++++ Data

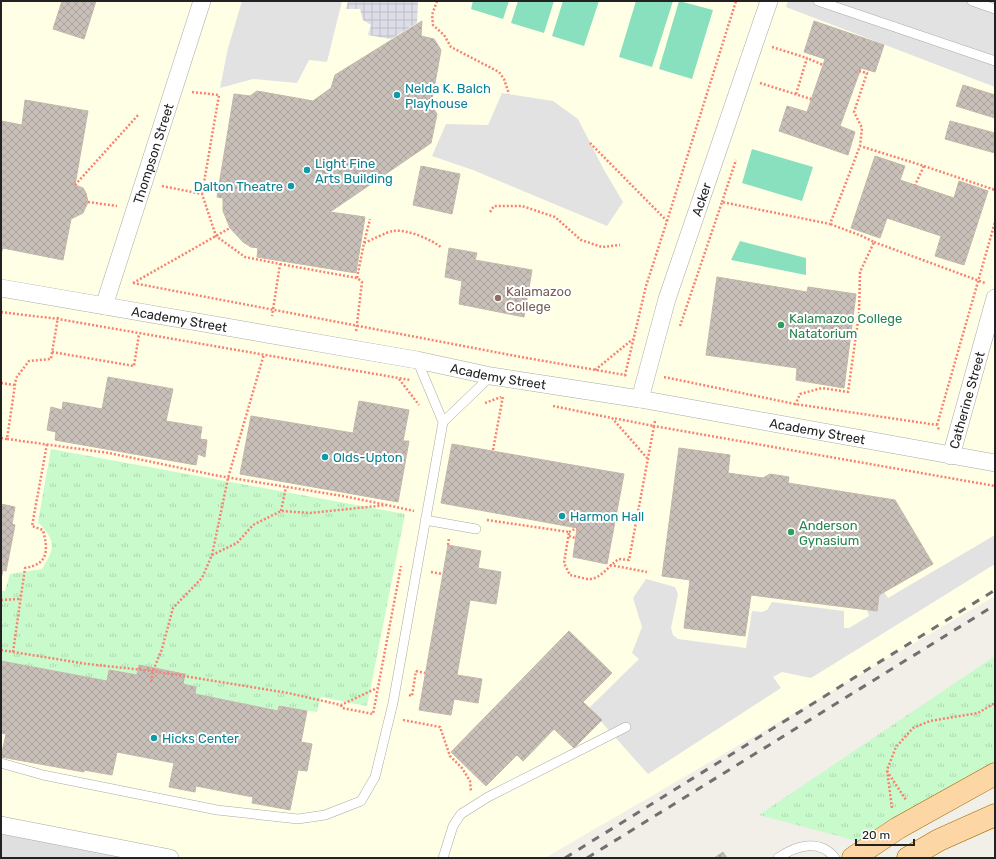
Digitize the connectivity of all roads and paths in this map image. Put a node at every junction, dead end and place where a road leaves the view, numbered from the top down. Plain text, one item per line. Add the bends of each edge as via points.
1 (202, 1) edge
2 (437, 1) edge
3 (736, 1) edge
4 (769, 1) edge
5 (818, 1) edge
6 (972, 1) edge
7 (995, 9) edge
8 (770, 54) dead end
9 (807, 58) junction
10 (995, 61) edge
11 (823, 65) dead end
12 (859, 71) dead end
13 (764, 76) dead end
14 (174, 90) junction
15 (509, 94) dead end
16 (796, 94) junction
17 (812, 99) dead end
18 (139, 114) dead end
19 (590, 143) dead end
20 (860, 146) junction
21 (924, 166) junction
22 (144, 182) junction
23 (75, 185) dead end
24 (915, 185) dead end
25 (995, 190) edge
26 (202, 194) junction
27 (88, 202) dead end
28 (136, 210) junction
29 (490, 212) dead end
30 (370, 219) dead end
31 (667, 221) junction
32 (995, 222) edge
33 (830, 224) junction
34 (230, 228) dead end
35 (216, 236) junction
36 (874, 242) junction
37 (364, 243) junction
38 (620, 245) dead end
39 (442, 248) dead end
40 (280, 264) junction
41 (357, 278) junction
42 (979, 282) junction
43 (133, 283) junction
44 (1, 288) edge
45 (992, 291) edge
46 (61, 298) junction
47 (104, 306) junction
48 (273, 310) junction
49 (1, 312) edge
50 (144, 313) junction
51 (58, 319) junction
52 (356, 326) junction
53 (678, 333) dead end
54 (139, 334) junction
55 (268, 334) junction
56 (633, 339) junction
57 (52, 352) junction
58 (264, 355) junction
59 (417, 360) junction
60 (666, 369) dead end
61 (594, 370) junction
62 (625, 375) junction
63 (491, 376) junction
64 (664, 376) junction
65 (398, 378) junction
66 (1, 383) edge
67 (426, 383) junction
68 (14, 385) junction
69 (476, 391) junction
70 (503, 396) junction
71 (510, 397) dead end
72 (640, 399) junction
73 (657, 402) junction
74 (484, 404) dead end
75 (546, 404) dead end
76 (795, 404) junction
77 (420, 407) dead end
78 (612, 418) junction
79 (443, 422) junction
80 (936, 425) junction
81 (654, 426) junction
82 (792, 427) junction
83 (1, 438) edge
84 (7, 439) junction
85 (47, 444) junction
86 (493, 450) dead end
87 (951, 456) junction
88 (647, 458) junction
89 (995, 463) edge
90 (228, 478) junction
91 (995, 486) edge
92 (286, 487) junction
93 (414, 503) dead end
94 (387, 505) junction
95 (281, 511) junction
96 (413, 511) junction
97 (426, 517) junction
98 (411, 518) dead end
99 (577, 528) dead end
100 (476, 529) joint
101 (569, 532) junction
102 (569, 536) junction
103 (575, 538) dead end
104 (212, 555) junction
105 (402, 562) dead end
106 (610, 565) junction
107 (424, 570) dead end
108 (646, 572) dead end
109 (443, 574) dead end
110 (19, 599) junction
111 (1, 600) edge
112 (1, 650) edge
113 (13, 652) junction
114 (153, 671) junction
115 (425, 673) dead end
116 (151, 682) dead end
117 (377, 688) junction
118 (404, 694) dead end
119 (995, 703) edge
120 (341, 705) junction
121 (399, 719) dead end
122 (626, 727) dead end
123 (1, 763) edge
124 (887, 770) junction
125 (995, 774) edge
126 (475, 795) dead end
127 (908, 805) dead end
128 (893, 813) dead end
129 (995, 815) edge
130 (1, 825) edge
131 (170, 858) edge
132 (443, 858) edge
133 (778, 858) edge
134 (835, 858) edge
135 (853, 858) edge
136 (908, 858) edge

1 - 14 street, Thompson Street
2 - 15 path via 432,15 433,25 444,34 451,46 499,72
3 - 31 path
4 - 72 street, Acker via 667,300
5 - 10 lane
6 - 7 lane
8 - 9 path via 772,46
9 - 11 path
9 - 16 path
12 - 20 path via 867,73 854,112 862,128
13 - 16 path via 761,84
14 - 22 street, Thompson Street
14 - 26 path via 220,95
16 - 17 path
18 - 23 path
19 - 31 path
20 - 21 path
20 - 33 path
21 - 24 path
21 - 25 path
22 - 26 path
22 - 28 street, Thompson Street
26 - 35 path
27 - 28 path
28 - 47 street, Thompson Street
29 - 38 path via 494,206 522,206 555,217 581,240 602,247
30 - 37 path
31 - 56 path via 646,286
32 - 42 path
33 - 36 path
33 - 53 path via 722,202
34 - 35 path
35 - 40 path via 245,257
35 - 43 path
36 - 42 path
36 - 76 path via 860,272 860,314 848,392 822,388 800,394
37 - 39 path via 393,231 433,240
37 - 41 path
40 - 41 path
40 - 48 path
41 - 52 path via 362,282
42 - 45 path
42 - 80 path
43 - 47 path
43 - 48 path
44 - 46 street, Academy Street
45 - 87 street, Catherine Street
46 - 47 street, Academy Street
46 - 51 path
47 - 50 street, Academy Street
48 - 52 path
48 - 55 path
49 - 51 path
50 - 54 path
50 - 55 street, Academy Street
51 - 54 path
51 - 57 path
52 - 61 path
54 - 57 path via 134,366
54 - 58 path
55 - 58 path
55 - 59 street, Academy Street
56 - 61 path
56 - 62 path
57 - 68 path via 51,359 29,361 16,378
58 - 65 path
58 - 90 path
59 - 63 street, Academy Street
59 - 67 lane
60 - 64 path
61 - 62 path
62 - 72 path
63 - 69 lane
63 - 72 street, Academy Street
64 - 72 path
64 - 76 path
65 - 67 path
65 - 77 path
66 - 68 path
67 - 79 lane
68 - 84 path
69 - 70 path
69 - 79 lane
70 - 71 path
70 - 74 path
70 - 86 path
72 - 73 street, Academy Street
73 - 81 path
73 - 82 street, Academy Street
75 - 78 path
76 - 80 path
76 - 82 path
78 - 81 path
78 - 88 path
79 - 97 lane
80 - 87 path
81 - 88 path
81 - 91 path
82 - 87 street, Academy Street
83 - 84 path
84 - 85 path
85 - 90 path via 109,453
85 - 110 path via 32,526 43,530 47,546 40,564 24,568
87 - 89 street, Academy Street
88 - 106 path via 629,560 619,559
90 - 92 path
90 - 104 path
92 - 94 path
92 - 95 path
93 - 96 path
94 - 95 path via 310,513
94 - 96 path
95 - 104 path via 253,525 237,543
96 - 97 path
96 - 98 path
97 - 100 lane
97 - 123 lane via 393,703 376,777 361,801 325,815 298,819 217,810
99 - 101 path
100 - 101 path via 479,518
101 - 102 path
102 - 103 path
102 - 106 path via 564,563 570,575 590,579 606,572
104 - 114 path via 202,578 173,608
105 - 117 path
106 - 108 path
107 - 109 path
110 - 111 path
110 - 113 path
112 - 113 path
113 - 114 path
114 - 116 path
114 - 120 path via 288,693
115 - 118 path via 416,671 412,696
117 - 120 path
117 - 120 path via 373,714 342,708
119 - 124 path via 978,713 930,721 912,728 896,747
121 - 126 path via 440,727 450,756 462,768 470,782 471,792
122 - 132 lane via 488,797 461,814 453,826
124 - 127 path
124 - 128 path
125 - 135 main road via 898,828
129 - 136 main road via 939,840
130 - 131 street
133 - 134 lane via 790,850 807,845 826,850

++++++++

§ **Problem details**
In the records above, find each line with the word "road" and copy it.

§ **Solution below**
Digitize the connectivity of all roads and paths in this map image. Put a node at every junction, dead end and place where a road leaves the view, numbered from the top down. Plain text, one item per line. Add the bends of each edge as via points.
125 - 135 main road via 898,828
129 - 136 main road via 939,840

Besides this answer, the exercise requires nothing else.